Les Misérables I : ma rencontre avec Gavroche et Cosette

 

archives familiales, maison en Touraine

Nazelles Negron, près d’Amboise en Touraine, on sort du village direction Noizay, et on grimpe sur le coteau de la bardoulière. C’est ici, dans une maison troglodyte, creusée en partie dans la roche, qu’habitaient mes grands-parents paternels. Avec mon frère Louis nous y passions la plupart de nos vacances, nos parents ne pouvant suspendre leur activité à la ferme. J ’ai encore le souvenir, non seulement des paysages, des vignes, mais aussi des odeurs. S’il est bien connu que les sens imprègnent la mémoire, ce n’est pas tant les paysages de Touraine et de vignes qui restent gravés, que l’odeur, l’odeur de la Loire brumeuse les matins d’automne, souvent mêlée aux effluves encore en suspension de sarments de vigne brulés de la veille. Ces odeurs-mémoire ont cette capacité extraordinaire à faire revenir des émotions fortes et il n’est pas rare que certains matins de novembre il me semble encore sentir ces parfums.

Balades sur les coteaux, jeux simples dans la petite cour devant la maison, occupaient nos journées de vacanciers. Elle était jolie cette petite cour, gravillonnée, avec sur le côté un bassin, hébergeant, sous un tapis de nénuphars, quelques poissons rouges, pas tous rouges d’ailleurs et une ou plusieurs, je ne sais plus, salamandre, drôle d’animal que ce batracien là… Cette courette était fermée par un portail donnant sur le chemin et bordée de murets de rocailles, à gauche le bassin et quelques arbustes, le fond de la cour et la droite étant délimité par la maison, maison d’habitation principale en pierre pour la partie de droite, troglodyte sur tout le fond, destinée plutôt à l’accueil des amis, creusée dans la roche haute et abrupte, vertigineuse même, quand vous avez 7- 8 ans.

Mon frère, s’occupait souvent à l’extérieur avec mon grand-père, à divers petits travaux, et comme mon grand-père, il arborait avec fierté une casquette en velours marron. Pour ma part je restais en cuisine avec ma grand-mère, les reines de l’épluchage, chacune avec son tablier, nous les regardions s’affairer dans la cour par notrefenêtre. Petite main, j’exécutais toutes mes missions, avec le plus grand sérieux et c’est lors d’une de ces missions, sortant avec mon tablier dans la cour et croisant le chemin de mon frère et de sa casquette, que mon grand-père se mit à sourire en nous voyant : « on dirait cosette et gavroche ! ».

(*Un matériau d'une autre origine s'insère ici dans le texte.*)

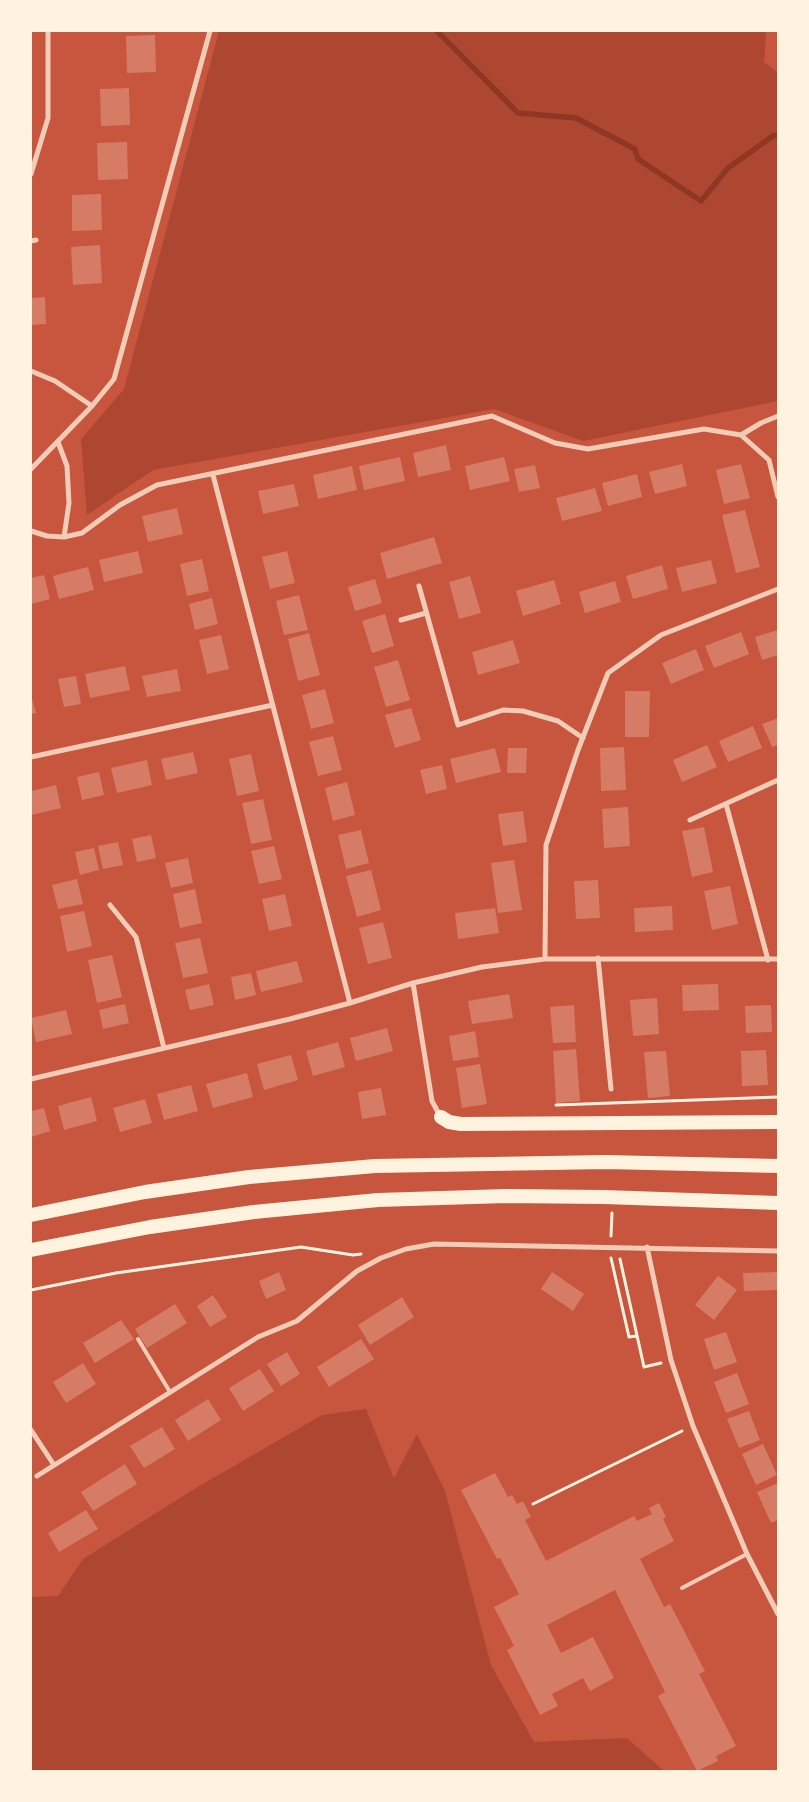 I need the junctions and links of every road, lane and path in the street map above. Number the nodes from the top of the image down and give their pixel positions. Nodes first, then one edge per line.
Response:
1 (48, 31) edge
2 (210, 31) edge
3 (31, 174) edge
4 (31, 371) edge
5 (92, 406) junction
6 (778, 416) edge
7 (741, 435) junction
8 (58, 442) junction
9 (31, 468) edge
10 (213, 475) junction
11 (778, 498) edge
12 (31, 531) edge
13 (64, 537) junction
14 (419, 586) dead end
15 (778, 589) edge
16 (426, 613) junction
17 (401, 620) dead end
18 (273, 704) junction
19 (583, 738) junction
20 (31, 757) edge
21 (778, 780) edge
22 (726, 804) junction
23 (690, 820) dead end
24 (110, 905) dead end
25 (598, 958) junction
26 (545, 959) junction
27 (768, 960) junction
28 (778, 960) edge
29 (413, 983) junction
30 (350, 1003) junction
31 (164, 1048) junction
32 (31, 1079) edge
33 (610, 1088) dead end
34 (778, 1097) edge
35 (550, 1106) dead end
36 (441, 1117) joint
37 (778, 1122) edge
38 (778, 1166) edge
39 (778, 1203) edge
40 (31, 1215) edge
41 (618, 1246) junction
42 (647, 1247) junction
43 (31, 1250) edge
44 (778, 1251) edge
45 (370, 1253) dead end
46 (611, 1263) dead end
47 (31, 1290) edge
48 (636, 1336) junction
49 (138, 1340) dead end
50 (644, 1367) dead end
51 (170, 1392) junction
52 (693, 1426) junction
53 (31, 1430) edge
54 (54, 1465) junction
55 (37, 1476) dead end
56 (533, 1504) dead end
57 (747, 1554) junction
58 (682, 1588) dead end
59 (778, 1614) edge

1 - 3 street
2 - 5 street
4 - 5 street
5 - 8 street
6 - 7 street
7 - 10 street
7 - 11 street
8 - 9 street
8 - 13 street
10 - 13 street
10 - 18 street
12 - 13 street
14 - 16 street
15 - 19 street
16 - 17 street
16 - 19 street
18 - 20 street
18 - 30 street
19 - 26 street
21 - 22 street
22 - 23 street
22 - 27 street
24 - 31 street
25 - 26 street
25 - 27 street
25 - 33 street
26 - 29 street
27 - 28 street
29 - 30 street
29 - 36 street
30 - 31 street
31 - 32 street
34 - 35 path
36 - 37 highway
38 - 40 highway
39 - 43 highway
41 - 42 street
41 - 48 path
41 - 51 street
42 - 44 street
42 - 52 street
45 - 47 path
46 - 48 path
48 - 50 path
49 - 51 lane
51 - 54 street
52 - 56 path
52 - 57 street
53 - 54 street
54 - 55 street
57 - 58 lane
57 - 59 street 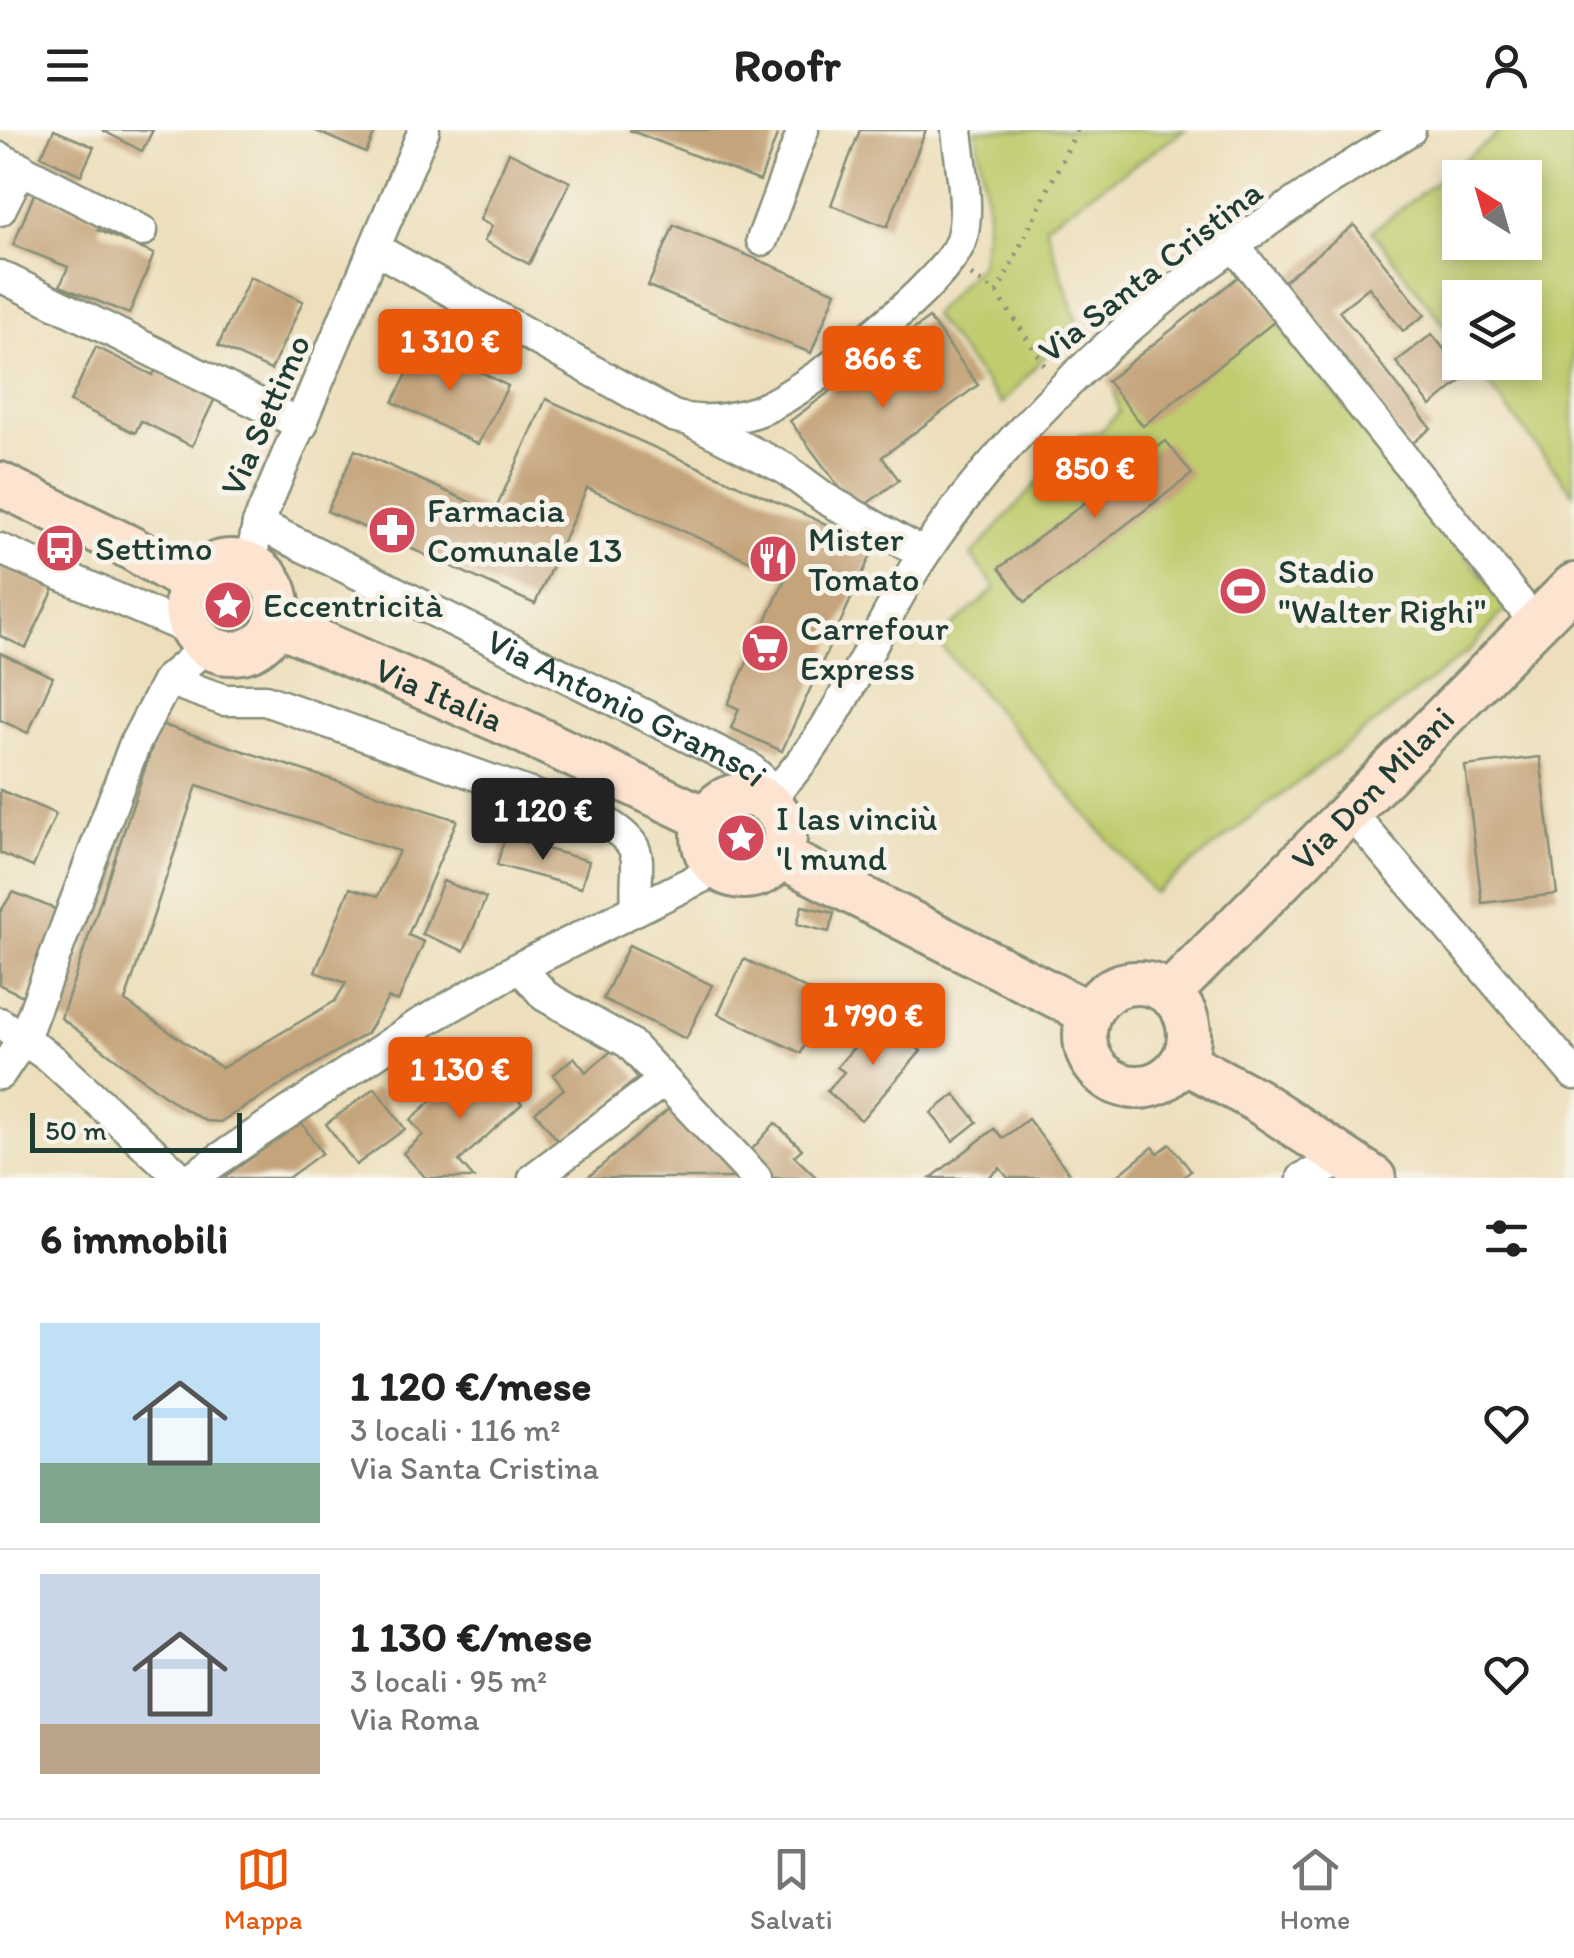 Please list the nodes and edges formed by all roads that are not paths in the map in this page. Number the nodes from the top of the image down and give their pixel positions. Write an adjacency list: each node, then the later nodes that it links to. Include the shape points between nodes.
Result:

Cosette et gavroche ? Mais c’est qui ??

Je retournais auprès de ma grand-mère m’inquiétant de la comparaison que venait de faire mon grand-père et le faisant drôlement sourire…se moquait-il ?

Les misérables, Victor Hugo, c’était la première fois que j’en entendais parler, et elle m’expliqua, le livre, que je ne lus que quelques années plus tard, avec ferveur, leurs histoires, le titi parisien, la pauvrette exploitée. Puis, afin de parfaire les présentations, elle me fit monter avec elle dans la chambre, et là, sur le buffet haut, elle me montra : La cosette. Je peinais à la voir correctement, alors ma grand-mère me rapprocha une chaise, et je me hissais vers La cosette, hors de question que ce soit La cosette qui descende de son piédestal ! Comme je la regardais je constatais qu’elle était très belle La cosette, soulevant son seau et accompagnée par les oiseaux, toute en bronze, appuyée sur un cadran rond indiquant l’heure. J’étais flattée que mon grand-père m’y compara mais nous étions tout de même différentes, nous n’avions pas le même regard, elle avait les yeux tristes, comme résignés, et pour cause… et je n’ai pas le souvenir d’avoir été triste pendant mon enfance, encore moins résignée ! je m’estimais donc chanceuse à la regarder. A chaque vacances je montais la voir, toujours à sa place, elle trônait en hauteur, sorte de pèlerinage et de vénération, son immobilité m’impressionnait, elle paraissait figée dans le temps alors que moi je grandissais, au rythme des aiguilles de l’horloge.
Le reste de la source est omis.